Cependant, la représentation que le locuteur A se fait du destinataire B [reprA (B)] et vice versa [reprB (A)], ne peut être que partielle puisqu’ils ne peuvent se représenter que certains des aspects (savoirs, croyances, valeurs, etc.) de l’autre selon le degré d’intimité qu’ils ont entre eux. Par ailleurs, le locuteur doit aussi tenir compte de la représentation qu’il a de lui-même [reprA (A) ; reprB (B)] : image de soi positive ou négative, niveau de compétences, timidité, etc.

Grize (1990) obtient alors trois « familles de représentations » pour chacun des protagonistes. Ces trois « éléments » : locuteur A, destinataire B et Objet (O) du discours impliquent qu’il y ait des relations entre eux.

La relation (A, O) va être déterminante selon les croyances, les opinions, les certitudes, etc. qu’a A sur O. De même, la relation (B, O) jouera un rôle important selon les croyances, les opinions, les certitudes, etc. qu’a B sur O. Les attitudes seront donc différentes pour A et pour B vis-à-vis de O.

L’ensemble de ces représentations (A, B, O) rejoint le contexte socio-subjectif décrit par Bronckart (1996) qui dit que l’interaction est non seulement dépendante du contexte social mais également de la subjectivité que chaque individu porte sur les objets du discours, sur soi-même comme sur les personnes avec qui il est en communication, directe ou différée.

Kerbrat-Orecchioni (2002) propose, elle aussi, une schématisation de la communication verbale. Elle est constituée de deux pôles (Kerbrat-Orecchioni, 2002 : 22) : l’un émetteur et l’autre récepteur, qui sont interchangeables puisque l’émetteur deviendra à son tour récepteur quand le récepteur deviendra émetteur, notamment lorsqu’ils sont dans une situation dialogique. Chacun des deux pôles est pourvu de compétences « linguistiques » (parole) et « para-linguistiques » (gestuelle), de compétences « culturelles » et « idéologiques » et de « déterminations « psy- » » qui dépendent des « contraintes de l’univers du discours ». Les compétences culturelles et idéologiques renvoient aux savoirs sur le monde et aux systèmes de valeurs de leur univers référentiel que possèdent les interlocuteurs. Dans les compétences culturelles, l’auteur situe également les images, représentations que l’émetteur et le récepteur se font de leur partenaire, d’eux-mêmes et de ce que l’autre se fait d’eux-mêmes : ce sont les « représentations » de Grize (1990).

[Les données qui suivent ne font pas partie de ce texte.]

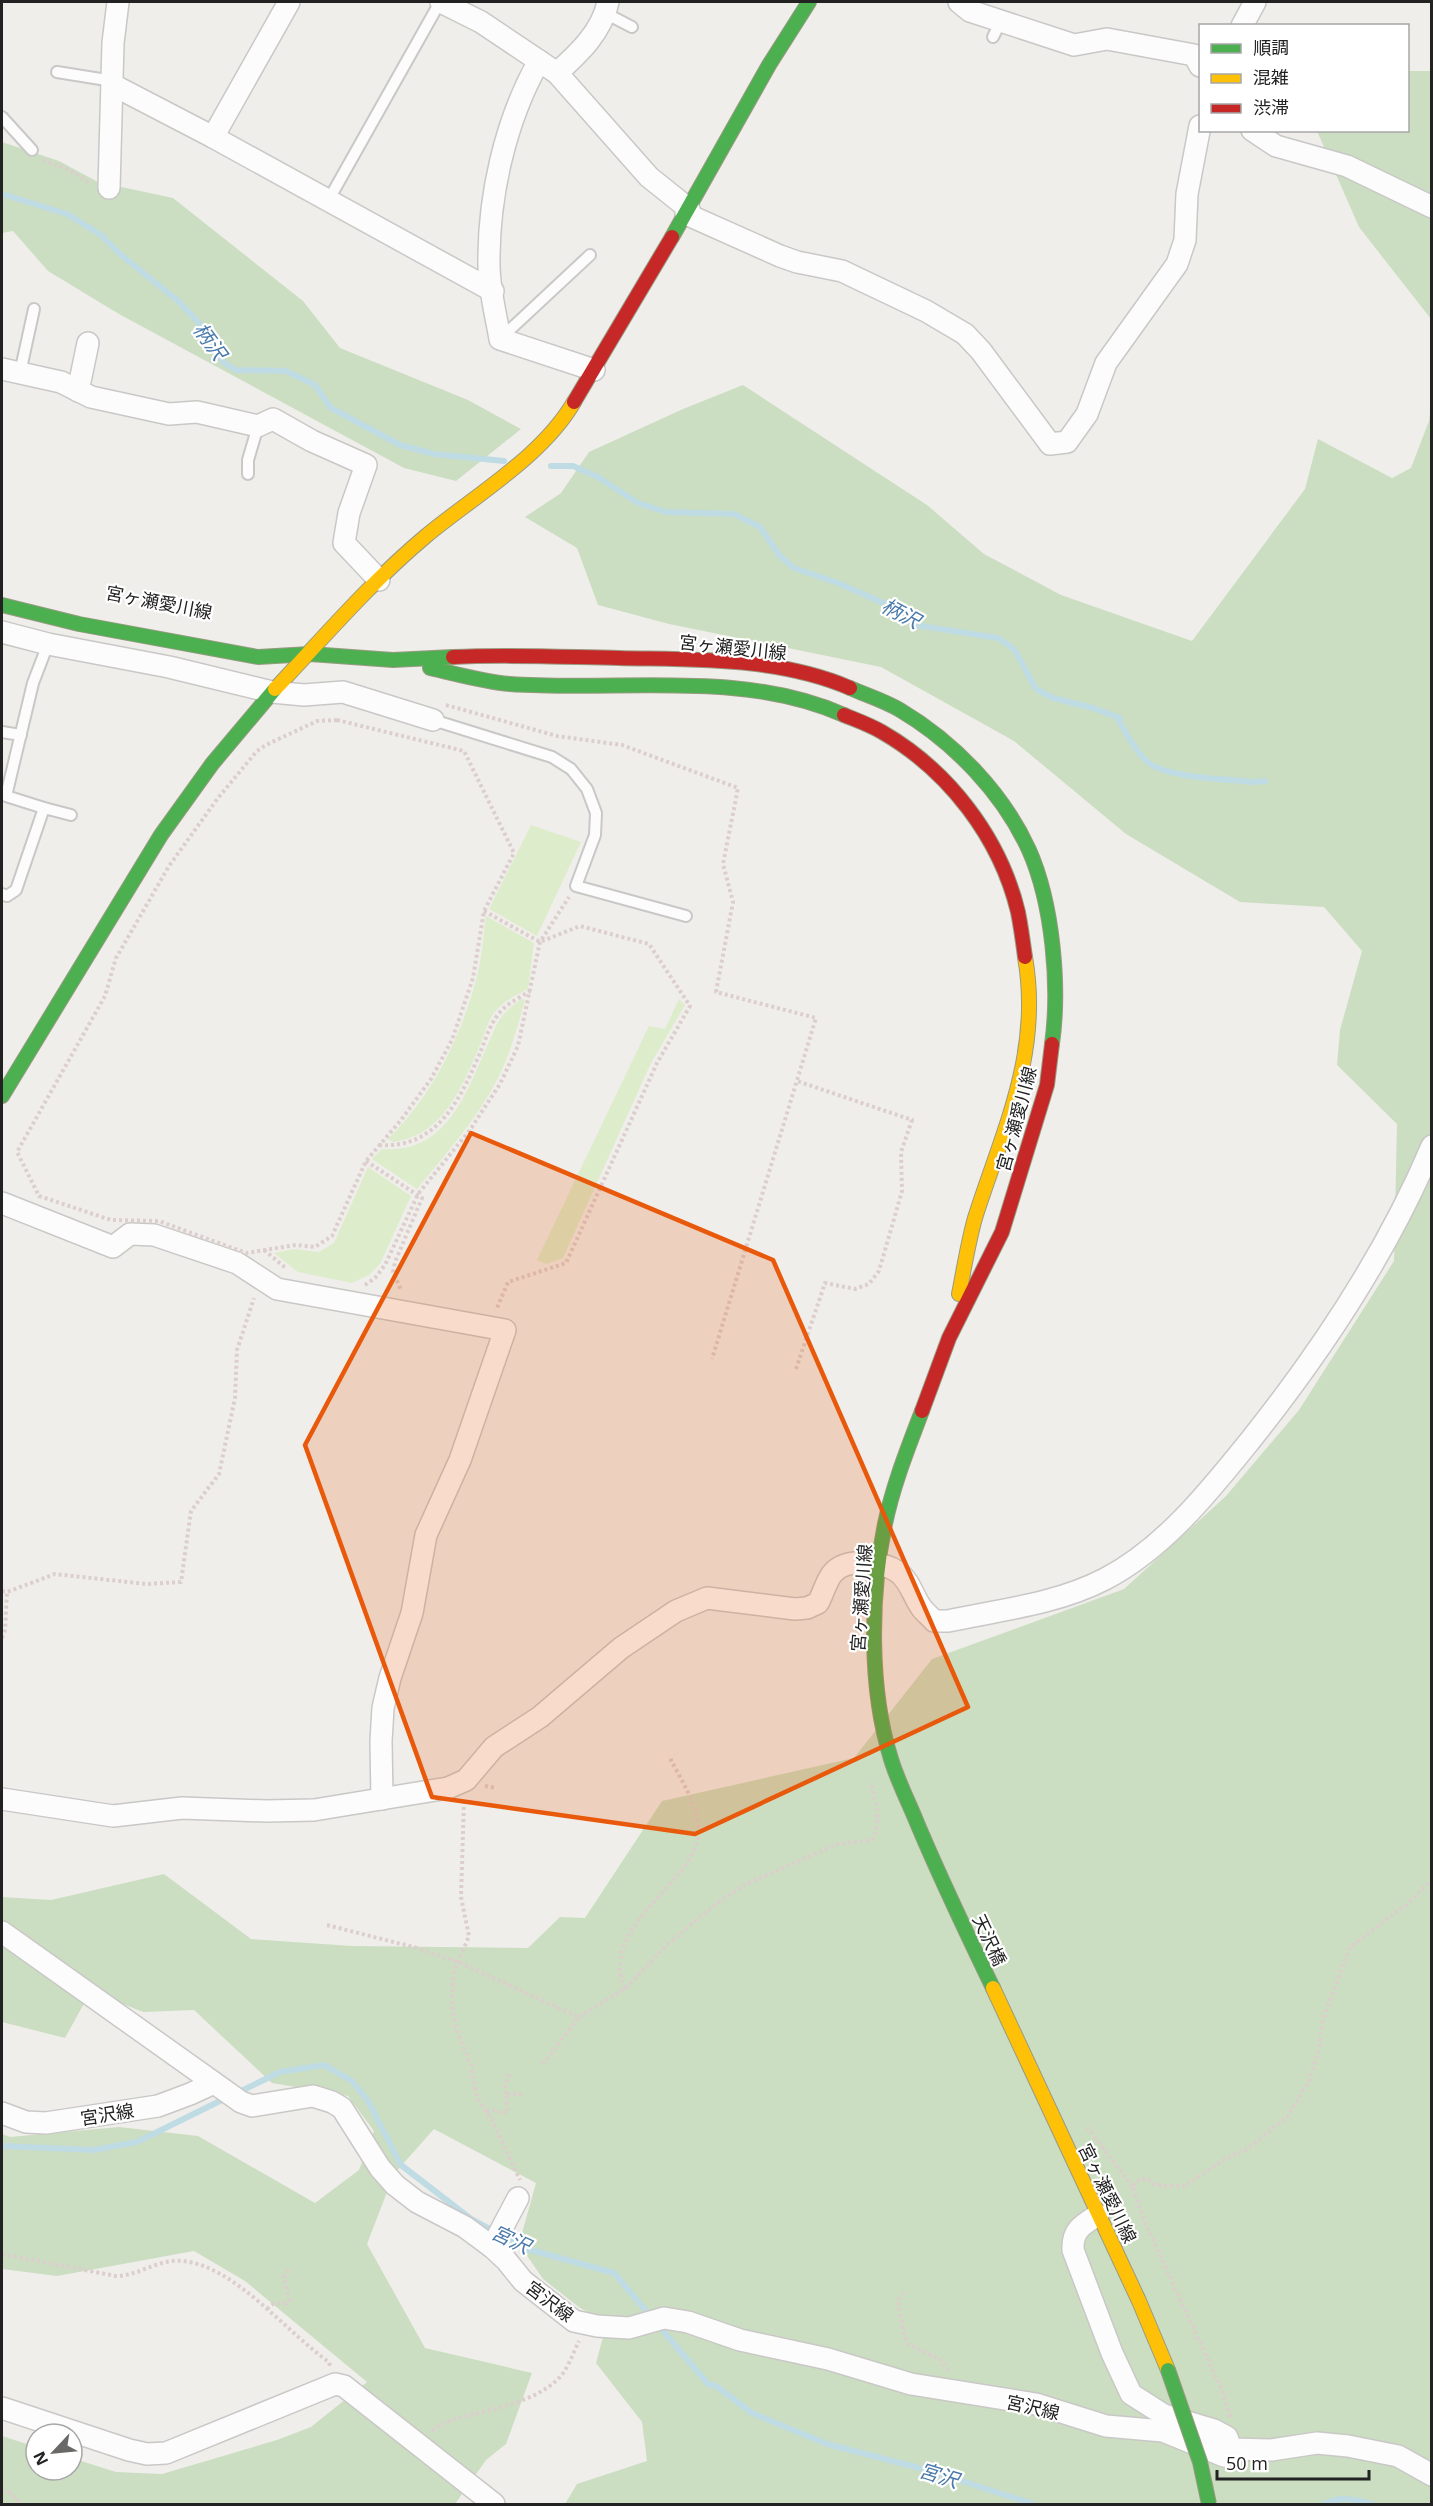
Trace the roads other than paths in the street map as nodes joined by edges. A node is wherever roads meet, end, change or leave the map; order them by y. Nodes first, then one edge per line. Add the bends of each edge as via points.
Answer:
1 (118, 2) edge
2 (289, 2) edge
3 (441, 2) edge
4 (809, 2) edge
5 (959, 2) edge
6 (1255, 2) edge
7 (606, 7) edge
8 (1243, 24) edge
9 (632, 27) dead end
10 (539, 61) junction
11 (1199, 64) edge
12 (57, 72) dead end
13 (556, 74) junction
14 (113, 83) junction
15 (2, 117) edge
16 (1199, 131) edge
17 (1255, 132) edge
18 (213, 136) junction
19 (32, 150) road end
20 (109, 188) road end
21 (328, 201) junction
22 (1431, 207) edge
23 (687, 211) junction
24 (590, 255) dead end
25 (493, 291) junction
26 (34, 309) dead end
27 (500, 339) junction
28 (88, 343) dead end
29 (594, 370) junction
30 (11, 371) edge
31 (78, 391) junction
32 (258, 426) junction
33 (248, 474) dead end
34 (379, 580) junction
35 (2, 605) edge
36 (2, 632) edge
37 (269, 643) dead end
38 (48, 644) junction
39 (310, 654) junction
40 (393, 660) junction
41 (272, 692) junction
42 (435, 711) joint
43 (2, 732) edge
44 (21, 735) junction
45 (45, 808) junction
46 (71, 815) dead end
47 (2, 894) edge
48 (687, 916) dead end
49 (2, 1096) edge
50 (1431, 1146) edge
51 (2, 1203) edge
52 (949, 1338) junction
53 (879, 1564) junction
54 (2, 1799) edge
55 (382, 1799) junction
56 (933, 1861) joint
57 (2, 1932) edge
58 (1013, 2034) joint
59 (214, 2083) junction
60 (2, 2113) edge
61 (518, 2198) road end
62 (1098, 2215) junction
63 (492, 2247) junction
64 (2, 2408) edge
65 (1234, 2449) junction
66 (1431, 2475) edge
67 (494, 2505) edge
68 (1209, 2505) edge

1 - 14 street
2 - 18 street
3 - 10 street via 481,22
3 - 21 lane
4 - 23 main road
5 - 11 street via 997,29 1074,45 1107,39 1194,55
6 - 8 street
7 - 9 lane
7 - 13 street via 584,49
10 - 13 street
10 - 25 street via 523,91 493,196 489,267
12 - 14 lane
13 - 23 street via 649,177
14 - 18 street
14 - 20 street
15 - 19 lane
16 - 23 street via 1187,194 1185,240 1177,264 1106,363 1087,414 1067,442 1050,444 965,334 842,271 780,256
17 - 22 street via 1276,146 1347,166
18 - 21 street
21 - 25 street
23 - 29 main road
24 - 27 lane
25 - 27 street
26 - 30 lane
27 - 29 street
28 - 31 street
29 - 34 main road via 571,408 546,438
30 - 31 street via 61,382
31 - 32 street via 169,414 197,412
32 - 33 lane
32 - 34 street via 273,420 366,465 349,513 345,543
34 - 39 main road
35 - 39 main road, 宮ヶ瀬愛川線 via 79,624 258,657
36 - 38 street
37 - 39 main road, 宮ヶ瀬愛川線
38 - 41 street
38 - 44 lane via 33,683
39 - 40 main road, 宮ヶ瀬愛川線
39 - 41 main road
40 - 52 main road, 宮ヶ瀬愛川線 via 496,683 717,687 764,692 810,703 895,738 937,771 973,812 1001,858 1018,909 1029,970 1028,1038 1015,1107 975,1221
40 - 52 main road, 宮ヶ瀬愛川線 via 496,655 713,660 778,667 840,684 900,710 952,748 998,797 1029,851 1046,906 1054,964 1055,1023 1047,1084 1002,1232
41 - 42 street via 343,692
41 - 49 main road via 212,764 161,835
42 - 48 lane via 552,757 571,769 587,789 596,813 595,835 576,886
43 - 44 lane
44 - 45 lane via 6,796
45 - 46 lane
45 - 47 lane via 16,890 7,896
50 - 53 street via 1398,1216 1353,1296 1286,1395 1228,1468 1152,1548 1076,1593 948,1621 934,1621 898,1572
51 - 55 street via 113,1248 130,1234 154,1235 237,1263 277,1289 506,1330 460,1460 426,1535 412,1612 383,1708
52 - 53 main road, 宮ヶ瀬愛川線 via 900,1470
53 - 55 street via 840,1567 832,1574 819,1603 807,1608 707,1598 676,1611 621,1648 540,1717 494,1747 462,1782
53 - 56 main road, 宮ヶ瀬愛川線 via 874,1640 878,1703 891,1760
54 - 55 street via 113,1816 182,1808 314,1810
56 - 58 main road, 天沢橋
57 - 59 street
58 - 62 main road, 宮ヶ瀬愛川線
59 - 60 street, 宮沢線 via 158,2106 46,2123 26,2122
59 - 63 street, 宮沢線 via 252,2106 313,2096 332,2102 342,2108 395,2185
61 - 63 street
62 - 65 street via 1078,2227 1072,2237 1073,2250 1131,2394 1164,2415 1214,2430 1227,2438
62 - 68 main road, 宮ヶ瀬愛川線, bridge via 1168,2370 1200,2462
63 - 65 street, 宮沢線 via 523,2281 574,2321 629,2328 664,2318 688,2322 740,2340 828,2359 902,2381 1036,2404 1106,2426 1163,2431 1224,2456
64 - 67 street via 147,2454 166,2452 335,2384 344,2386
65 - 66 street via 1271,2450 1317,2443 1348,2446 1398,2456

L’univers du discours, quant à lui, intègre les conditions concrètes de la communication, c’est-à-dire le contexte de production, et les contraintes de genre. Kerbrat-Orecchioni (2002) note la complexité des positions émettrice et réceptrice : l’émetteur peut parler en son nom mais peut aussi transmettre le discours d’un autre ; le récepteur, lui, est défini par l’émetteur et les images qu’il s’en est construit, selon leur degré d’intimité ou le statut social tout en étant présent ou non physiquement dans la situation de communication.

Par ces schémas de la communication, Grize (1990) et Kerbrat-Orecchioni (2002) montrent que dans tout échange communicationnel, qu’il soit directement interactif – comme ici – ou en temps différé – en l’absence du récepteur –, le locuteur est influencé dans sa production langagière par un ensemble de représentations (du destinataire, de la présence ou non de celui-ci, de lui-même, de l’objet du discours, de la finalité communicationnelle, etc.).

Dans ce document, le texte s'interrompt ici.